-- Exercise description --
Comb the records below for the string "than" and copy each line where it turns up.

-- Given information --
──────────────────────────────

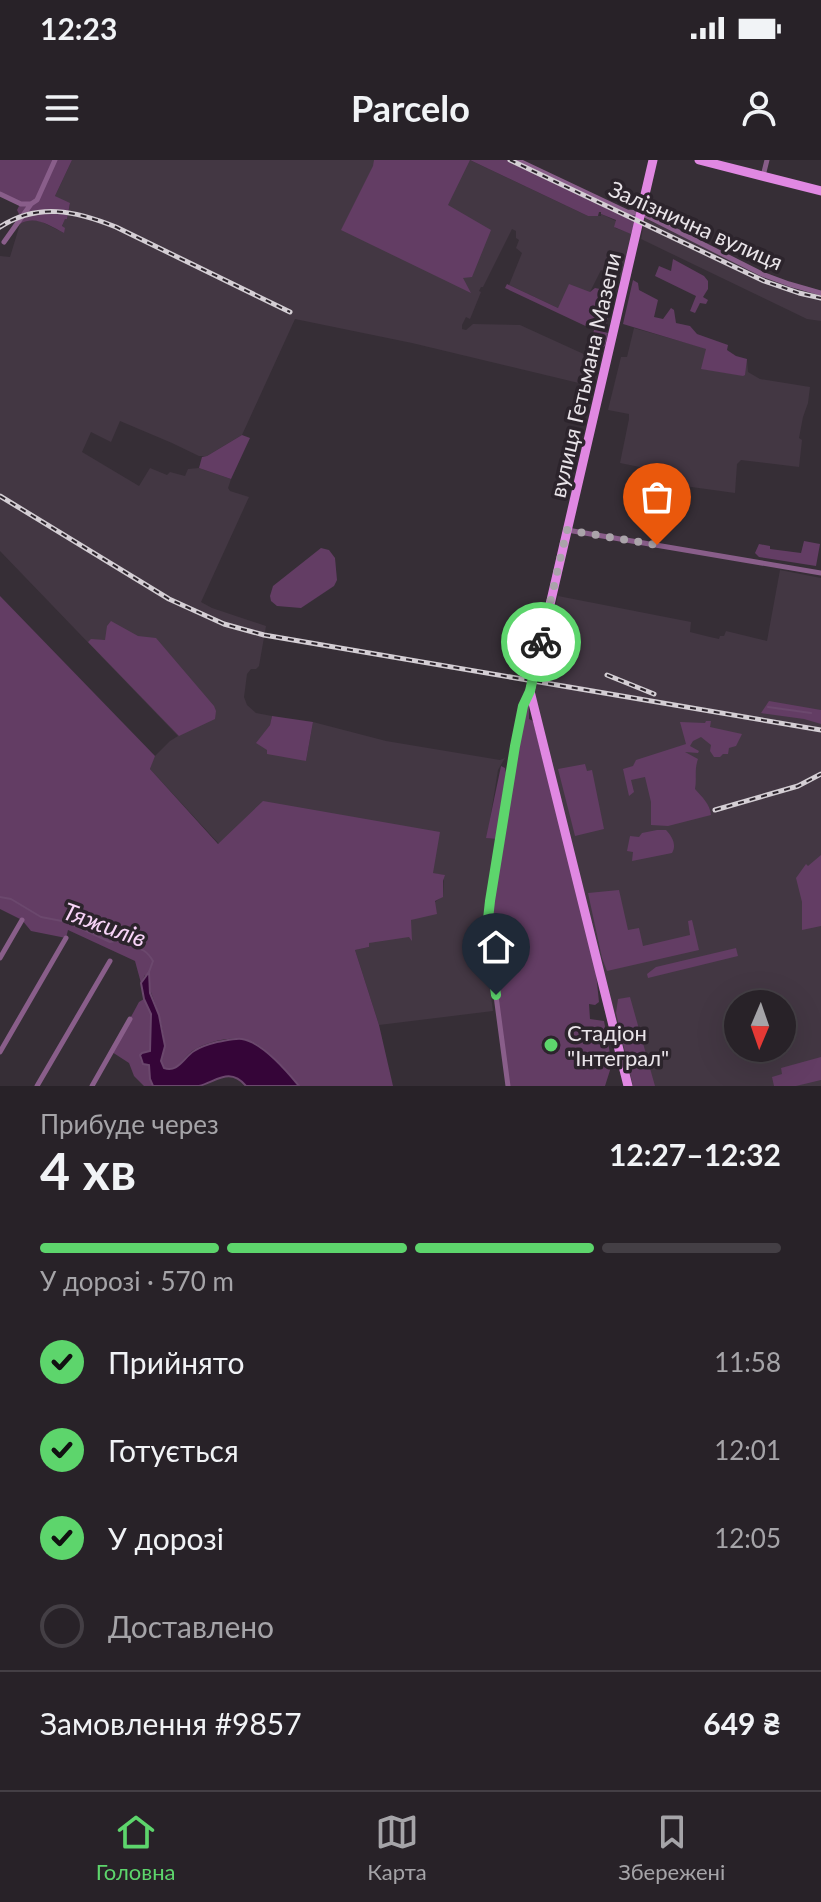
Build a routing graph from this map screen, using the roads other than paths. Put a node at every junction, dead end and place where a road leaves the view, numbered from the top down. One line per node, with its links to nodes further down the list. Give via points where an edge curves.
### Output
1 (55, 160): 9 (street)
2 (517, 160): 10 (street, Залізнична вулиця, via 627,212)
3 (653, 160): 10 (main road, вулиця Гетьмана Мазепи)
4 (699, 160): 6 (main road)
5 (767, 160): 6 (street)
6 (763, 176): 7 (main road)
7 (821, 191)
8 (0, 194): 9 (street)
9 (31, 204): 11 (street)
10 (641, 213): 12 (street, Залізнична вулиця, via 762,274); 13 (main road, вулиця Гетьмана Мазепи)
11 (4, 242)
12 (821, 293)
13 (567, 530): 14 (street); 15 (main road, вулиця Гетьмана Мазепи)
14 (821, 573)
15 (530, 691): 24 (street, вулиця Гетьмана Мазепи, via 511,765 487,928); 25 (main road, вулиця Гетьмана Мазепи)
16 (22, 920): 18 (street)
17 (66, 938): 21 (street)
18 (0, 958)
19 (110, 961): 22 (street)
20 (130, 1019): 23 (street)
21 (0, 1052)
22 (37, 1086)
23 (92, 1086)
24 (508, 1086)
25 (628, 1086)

──────────────────────────────

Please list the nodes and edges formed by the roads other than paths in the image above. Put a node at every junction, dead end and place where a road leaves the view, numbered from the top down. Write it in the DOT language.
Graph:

──────────────────────────────

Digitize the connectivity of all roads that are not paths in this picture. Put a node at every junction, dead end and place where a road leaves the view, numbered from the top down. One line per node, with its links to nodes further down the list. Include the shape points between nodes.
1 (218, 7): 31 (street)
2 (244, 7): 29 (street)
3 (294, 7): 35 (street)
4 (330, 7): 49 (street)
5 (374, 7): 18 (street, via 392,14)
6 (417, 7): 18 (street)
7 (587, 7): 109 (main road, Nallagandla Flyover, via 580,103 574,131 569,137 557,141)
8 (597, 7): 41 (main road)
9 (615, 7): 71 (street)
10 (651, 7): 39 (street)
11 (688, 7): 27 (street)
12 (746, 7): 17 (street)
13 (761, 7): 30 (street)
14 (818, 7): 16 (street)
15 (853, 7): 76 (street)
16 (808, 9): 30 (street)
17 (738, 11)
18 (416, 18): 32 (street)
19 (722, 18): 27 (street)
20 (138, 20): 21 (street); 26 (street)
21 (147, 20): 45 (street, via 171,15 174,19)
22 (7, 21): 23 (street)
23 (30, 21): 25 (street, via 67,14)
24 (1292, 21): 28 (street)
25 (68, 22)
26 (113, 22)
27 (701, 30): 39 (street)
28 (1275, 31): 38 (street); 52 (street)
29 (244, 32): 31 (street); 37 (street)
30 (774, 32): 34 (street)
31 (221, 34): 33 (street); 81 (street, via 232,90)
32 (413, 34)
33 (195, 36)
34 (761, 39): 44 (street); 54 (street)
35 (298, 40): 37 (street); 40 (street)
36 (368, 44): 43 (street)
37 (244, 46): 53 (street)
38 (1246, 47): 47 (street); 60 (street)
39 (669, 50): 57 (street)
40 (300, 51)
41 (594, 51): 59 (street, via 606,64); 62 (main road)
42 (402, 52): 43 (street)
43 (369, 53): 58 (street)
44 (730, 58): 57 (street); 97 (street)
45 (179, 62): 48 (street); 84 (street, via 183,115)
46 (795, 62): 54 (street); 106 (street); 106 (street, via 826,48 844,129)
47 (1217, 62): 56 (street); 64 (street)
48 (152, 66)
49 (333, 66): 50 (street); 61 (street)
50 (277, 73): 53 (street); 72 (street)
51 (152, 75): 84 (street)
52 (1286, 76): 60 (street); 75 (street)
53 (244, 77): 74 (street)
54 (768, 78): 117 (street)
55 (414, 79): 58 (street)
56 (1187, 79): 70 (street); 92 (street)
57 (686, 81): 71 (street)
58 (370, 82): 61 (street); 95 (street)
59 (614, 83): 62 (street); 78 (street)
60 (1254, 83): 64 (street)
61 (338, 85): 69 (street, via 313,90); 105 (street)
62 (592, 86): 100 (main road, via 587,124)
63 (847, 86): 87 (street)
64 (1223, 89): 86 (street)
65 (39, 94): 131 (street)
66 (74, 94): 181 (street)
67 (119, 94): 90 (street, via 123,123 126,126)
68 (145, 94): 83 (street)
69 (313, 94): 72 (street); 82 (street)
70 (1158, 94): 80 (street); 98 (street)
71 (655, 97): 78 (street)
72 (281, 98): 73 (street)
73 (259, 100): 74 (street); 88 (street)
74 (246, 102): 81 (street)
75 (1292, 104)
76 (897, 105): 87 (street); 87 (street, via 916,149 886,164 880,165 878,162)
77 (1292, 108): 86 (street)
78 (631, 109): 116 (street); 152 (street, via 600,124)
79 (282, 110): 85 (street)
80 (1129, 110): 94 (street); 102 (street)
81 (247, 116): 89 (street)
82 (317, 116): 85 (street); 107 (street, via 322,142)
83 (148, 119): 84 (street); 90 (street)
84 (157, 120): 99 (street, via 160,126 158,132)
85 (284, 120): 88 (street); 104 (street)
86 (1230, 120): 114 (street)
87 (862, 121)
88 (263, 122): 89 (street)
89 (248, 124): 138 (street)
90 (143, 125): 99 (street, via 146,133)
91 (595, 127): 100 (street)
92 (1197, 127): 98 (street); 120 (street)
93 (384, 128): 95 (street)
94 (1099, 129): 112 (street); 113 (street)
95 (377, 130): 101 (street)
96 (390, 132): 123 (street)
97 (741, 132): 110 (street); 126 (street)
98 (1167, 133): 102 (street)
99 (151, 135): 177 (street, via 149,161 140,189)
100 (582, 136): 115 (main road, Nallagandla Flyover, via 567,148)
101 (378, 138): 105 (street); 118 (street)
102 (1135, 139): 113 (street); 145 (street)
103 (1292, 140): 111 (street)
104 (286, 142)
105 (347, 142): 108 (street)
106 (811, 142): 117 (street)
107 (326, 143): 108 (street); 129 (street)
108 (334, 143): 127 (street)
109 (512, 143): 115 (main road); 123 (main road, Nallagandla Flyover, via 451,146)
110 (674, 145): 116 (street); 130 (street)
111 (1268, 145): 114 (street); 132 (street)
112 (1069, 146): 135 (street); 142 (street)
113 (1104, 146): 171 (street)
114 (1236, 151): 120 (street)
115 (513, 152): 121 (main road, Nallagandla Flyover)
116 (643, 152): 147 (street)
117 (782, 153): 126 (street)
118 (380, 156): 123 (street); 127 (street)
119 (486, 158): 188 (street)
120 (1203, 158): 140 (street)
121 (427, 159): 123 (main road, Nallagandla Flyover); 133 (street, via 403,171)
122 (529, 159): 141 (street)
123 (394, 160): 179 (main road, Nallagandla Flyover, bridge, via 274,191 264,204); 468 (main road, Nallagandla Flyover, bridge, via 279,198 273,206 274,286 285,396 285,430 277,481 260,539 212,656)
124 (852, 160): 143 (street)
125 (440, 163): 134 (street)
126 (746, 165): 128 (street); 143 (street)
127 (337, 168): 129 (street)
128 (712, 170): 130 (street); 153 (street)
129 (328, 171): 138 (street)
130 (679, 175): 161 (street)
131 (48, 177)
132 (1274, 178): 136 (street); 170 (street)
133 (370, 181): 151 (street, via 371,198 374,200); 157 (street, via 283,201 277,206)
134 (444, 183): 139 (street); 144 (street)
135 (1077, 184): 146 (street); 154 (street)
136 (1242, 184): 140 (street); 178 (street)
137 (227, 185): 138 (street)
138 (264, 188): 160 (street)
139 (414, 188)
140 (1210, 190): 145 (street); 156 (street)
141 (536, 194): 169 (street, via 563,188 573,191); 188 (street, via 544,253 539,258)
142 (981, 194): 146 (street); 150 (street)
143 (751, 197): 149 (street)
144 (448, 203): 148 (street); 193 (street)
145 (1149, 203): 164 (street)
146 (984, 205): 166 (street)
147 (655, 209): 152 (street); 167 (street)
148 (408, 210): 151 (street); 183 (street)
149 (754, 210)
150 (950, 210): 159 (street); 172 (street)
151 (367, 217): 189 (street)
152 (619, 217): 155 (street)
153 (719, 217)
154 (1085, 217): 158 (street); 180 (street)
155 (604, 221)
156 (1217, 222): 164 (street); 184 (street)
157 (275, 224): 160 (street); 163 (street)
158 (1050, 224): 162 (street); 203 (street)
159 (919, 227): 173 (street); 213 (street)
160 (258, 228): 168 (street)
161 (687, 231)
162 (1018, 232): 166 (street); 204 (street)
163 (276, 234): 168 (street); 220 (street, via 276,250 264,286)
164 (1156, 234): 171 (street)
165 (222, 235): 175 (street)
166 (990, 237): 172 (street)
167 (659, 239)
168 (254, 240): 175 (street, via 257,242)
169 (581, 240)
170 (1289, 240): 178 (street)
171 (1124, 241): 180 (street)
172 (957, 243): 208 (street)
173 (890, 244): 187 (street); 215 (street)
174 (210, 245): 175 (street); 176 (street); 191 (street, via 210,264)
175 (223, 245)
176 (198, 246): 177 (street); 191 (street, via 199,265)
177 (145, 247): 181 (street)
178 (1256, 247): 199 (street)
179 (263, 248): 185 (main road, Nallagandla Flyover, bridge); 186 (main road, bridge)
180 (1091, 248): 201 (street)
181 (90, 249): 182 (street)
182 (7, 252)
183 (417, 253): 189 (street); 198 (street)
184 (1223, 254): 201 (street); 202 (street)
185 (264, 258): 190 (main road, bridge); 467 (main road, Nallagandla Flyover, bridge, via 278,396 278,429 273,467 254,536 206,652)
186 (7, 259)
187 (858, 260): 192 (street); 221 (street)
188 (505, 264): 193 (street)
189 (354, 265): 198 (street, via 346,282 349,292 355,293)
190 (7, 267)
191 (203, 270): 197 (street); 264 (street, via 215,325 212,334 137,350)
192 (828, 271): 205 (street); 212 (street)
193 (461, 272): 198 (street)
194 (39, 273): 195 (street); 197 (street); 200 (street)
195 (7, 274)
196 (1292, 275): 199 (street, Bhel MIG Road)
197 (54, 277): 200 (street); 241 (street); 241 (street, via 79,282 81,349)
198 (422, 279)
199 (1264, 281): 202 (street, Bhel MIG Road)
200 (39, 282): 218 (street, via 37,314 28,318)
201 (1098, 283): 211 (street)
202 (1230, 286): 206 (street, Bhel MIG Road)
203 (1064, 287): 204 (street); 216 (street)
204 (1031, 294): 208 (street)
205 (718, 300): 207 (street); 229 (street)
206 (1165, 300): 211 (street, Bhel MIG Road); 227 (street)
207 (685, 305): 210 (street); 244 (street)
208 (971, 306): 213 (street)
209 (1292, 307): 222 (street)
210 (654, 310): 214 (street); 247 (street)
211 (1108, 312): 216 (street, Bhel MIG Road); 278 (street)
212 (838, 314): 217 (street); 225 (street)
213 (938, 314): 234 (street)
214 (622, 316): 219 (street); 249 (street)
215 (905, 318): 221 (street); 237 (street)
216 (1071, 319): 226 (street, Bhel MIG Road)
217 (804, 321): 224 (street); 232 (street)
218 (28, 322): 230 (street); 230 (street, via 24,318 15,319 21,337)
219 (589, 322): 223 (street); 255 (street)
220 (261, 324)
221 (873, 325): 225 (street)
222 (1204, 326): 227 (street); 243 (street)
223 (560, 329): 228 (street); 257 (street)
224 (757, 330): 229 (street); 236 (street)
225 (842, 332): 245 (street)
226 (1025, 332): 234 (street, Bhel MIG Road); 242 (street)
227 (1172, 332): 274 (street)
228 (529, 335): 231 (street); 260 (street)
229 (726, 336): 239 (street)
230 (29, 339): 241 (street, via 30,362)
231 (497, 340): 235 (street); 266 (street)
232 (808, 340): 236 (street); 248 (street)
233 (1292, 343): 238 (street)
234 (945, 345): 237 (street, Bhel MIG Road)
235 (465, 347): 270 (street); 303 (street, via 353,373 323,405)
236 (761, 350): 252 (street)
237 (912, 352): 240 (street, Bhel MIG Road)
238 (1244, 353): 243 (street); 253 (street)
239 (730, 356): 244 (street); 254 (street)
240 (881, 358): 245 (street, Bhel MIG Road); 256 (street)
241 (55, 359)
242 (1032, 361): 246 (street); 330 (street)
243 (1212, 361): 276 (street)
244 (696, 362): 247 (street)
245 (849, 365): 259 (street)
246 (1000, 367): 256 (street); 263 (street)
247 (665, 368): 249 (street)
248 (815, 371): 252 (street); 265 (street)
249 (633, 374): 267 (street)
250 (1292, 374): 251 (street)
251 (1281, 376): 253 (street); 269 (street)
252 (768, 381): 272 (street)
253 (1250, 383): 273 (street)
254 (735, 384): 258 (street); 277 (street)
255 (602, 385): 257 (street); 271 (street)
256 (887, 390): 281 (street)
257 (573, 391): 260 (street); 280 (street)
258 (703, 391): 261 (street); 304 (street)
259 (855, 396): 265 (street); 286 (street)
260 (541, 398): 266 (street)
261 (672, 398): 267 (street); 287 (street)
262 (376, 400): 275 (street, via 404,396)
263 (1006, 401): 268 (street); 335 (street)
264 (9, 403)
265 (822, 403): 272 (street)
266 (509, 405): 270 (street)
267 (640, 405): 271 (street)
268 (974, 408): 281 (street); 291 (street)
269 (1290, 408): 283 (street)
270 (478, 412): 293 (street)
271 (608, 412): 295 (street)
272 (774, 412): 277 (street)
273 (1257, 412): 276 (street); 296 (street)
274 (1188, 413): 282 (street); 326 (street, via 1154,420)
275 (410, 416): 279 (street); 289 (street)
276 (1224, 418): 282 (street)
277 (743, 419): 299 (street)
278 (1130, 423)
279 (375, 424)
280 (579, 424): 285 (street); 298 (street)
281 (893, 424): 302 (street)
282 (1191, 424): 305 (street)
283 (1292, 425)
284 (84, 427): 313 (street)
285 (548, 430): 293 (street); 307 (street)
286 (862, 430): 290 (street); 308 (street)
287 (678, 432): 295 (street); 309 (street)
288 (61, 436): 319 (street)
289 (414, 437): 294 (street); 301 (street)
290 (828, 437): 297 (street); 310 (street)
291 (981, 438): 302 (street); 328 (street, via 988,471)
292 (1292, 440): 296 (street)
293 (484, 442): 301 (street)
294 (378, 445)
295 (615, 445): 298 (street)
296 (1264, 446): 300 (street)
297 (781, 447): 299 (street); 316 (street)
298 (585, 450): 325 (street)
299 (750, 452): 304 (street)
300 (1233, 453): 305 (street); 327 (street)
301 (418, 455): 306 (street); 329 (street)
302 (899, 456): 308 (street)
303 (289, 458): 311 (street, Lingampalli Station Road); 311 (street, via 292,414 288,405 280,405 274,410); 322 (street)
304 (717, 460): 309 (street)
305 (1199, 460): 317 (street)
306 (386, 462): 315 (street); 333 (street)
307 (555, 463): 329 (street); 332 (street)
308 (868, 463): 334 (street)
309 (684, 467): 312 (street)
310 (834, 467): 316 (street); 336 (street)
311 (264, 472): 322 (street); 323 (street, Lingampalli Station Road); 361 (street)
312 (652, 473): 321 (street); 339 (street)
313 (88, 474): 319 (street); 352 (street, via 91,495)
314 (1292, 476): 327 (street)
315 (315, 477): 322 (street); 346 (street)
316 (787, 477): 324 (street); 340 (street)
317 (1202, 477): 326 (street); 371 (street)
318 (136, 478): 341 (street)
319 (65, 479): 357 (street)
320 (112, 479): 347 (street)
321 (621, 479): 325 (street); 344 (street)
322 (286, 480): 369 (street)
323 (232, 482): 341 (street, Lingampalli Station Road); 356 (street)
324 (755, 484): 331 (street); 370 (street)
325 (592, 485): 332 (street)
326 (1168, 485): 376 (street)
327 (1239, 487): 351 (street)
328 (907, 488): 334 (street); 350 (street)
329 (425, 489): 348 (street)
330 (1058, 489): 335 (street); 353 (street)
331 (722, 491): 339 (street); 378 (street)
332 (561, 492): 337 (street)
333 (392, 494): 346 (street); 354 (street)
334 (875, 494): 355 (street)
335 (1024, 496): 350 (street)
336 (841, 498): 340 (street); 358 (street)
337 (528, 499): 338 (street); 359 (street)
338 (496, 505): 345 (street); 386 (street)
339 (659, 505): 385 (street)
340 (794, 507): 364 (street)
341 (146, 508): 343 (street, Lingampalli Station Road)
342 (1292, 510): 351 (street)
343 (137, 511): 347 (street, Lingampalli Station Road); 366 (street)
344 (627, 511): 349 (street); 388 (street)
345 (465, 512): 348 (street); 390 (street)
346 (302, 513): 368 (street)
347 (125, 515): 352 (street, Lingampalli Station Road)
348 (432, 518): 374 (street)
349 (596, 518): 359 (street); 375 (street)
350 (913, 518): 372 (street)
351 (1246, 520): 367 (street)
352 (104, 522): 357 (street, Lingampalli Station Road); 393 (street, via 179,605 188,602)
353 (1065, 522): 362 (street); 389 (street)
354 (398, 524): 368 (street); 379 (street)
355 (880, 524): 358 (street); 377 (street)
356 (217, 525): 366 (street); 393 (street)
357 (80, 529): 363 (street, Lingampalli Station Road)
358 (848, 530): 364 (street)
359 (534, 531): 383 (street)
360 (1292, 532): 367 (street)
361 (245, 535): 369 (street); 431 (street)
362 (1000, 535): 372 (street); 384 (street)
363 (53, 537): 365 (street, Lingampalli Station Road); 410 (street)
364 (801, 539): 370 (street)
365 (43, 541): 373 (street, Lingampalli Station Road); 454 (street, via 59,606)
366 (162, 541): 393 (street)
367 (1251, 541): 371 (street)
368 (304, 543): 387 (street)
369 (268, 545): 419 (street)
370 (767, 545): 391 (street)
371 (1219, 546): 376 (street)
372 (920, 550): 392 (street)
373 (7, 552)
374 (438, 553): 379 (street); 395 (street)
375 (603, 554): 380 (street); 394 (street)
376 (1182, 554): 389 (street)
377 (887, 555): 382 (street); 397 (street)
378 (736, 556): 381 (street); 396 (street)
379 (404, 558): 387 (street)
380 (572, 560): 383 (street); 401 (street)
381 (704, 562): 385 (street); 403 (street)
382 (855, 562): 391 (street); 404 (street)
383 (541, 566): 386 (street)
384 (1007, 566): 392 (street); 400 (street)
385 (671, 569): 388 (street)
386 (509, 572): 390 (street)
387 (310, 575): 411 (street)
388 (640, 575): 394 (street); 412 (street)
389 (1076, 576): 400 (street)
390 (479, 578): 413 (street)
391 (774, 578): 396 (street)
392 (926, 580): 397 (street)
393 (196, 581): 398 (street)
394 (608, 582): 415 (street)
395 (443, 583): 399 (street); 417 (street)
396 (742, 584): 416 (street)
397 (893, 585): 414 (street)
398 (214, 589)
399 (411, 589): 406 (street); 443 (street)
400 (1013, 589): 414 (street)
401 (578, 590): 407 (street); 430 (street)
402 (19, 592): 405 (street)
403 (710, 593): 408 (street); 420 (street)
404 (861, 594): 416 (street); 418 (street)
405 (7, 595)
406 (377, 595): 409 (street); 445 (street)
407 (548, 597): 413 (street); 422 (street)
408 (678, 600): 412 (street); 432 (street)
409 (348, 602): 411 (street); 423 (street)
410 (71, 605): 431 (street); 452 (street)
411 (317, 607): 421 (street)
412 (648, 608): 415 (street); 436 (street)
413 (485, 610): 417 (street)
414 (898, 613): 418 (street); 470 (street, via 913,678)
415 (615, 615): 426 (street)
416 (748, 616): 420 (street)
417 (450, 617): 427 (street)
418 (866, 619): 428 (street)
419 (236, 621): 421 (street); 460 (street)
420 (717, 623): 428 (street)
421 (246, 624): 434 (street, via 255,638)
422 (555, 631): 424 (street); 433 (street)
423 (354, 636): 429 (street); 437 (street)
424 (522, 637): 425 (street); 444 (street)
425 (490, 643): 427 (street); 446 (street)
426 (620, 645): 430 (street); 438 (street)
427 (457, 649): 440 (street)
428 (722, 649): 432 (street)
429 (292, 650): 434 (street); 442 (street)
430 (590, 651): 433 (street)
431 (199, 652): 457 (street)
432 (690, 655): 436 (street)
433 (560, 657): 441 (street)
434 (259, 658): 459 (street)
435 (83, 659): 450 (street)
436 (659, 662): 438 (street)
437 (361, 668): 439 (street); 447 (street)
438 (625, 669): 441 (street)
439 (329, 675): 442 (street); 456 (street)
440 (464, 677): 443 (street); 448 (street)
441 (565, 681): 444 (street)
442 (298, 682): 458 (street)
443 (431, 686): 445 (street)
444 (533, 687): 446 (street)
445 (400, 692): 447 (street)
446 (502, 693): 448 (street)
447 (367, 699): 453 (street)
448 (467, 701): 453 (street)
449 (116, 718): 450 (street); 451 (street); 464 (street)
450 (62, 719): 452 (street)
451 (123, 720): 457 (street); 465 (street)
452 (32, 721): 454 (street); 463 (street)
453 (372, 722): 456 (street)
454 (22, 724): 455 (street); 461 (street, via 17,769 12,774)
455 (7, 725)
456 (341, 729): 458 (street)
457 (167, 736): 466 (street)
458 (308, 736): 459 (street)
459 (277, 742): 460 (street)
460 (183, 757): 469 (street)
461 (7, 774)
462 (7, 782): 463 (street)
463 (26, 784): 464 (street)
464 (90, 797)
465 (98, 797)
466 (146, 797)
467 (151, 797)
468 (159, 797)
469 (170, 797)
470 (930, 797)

──────────────────────────────

-- Written answer --
Build a routing graph from this map screen, using the roads other than paths. Put a node at every junction, dead end and place where a road leaves the view, numbered from the top down. One line per node, with its links to nodes further down the list. Give via points where an edge curves.
Please list the nodes and edges formed by the roads other than paths in the image above. Put a node at every junction, dead end and place where a road leaves the view, numbered from the top down. Write it in the DOT language.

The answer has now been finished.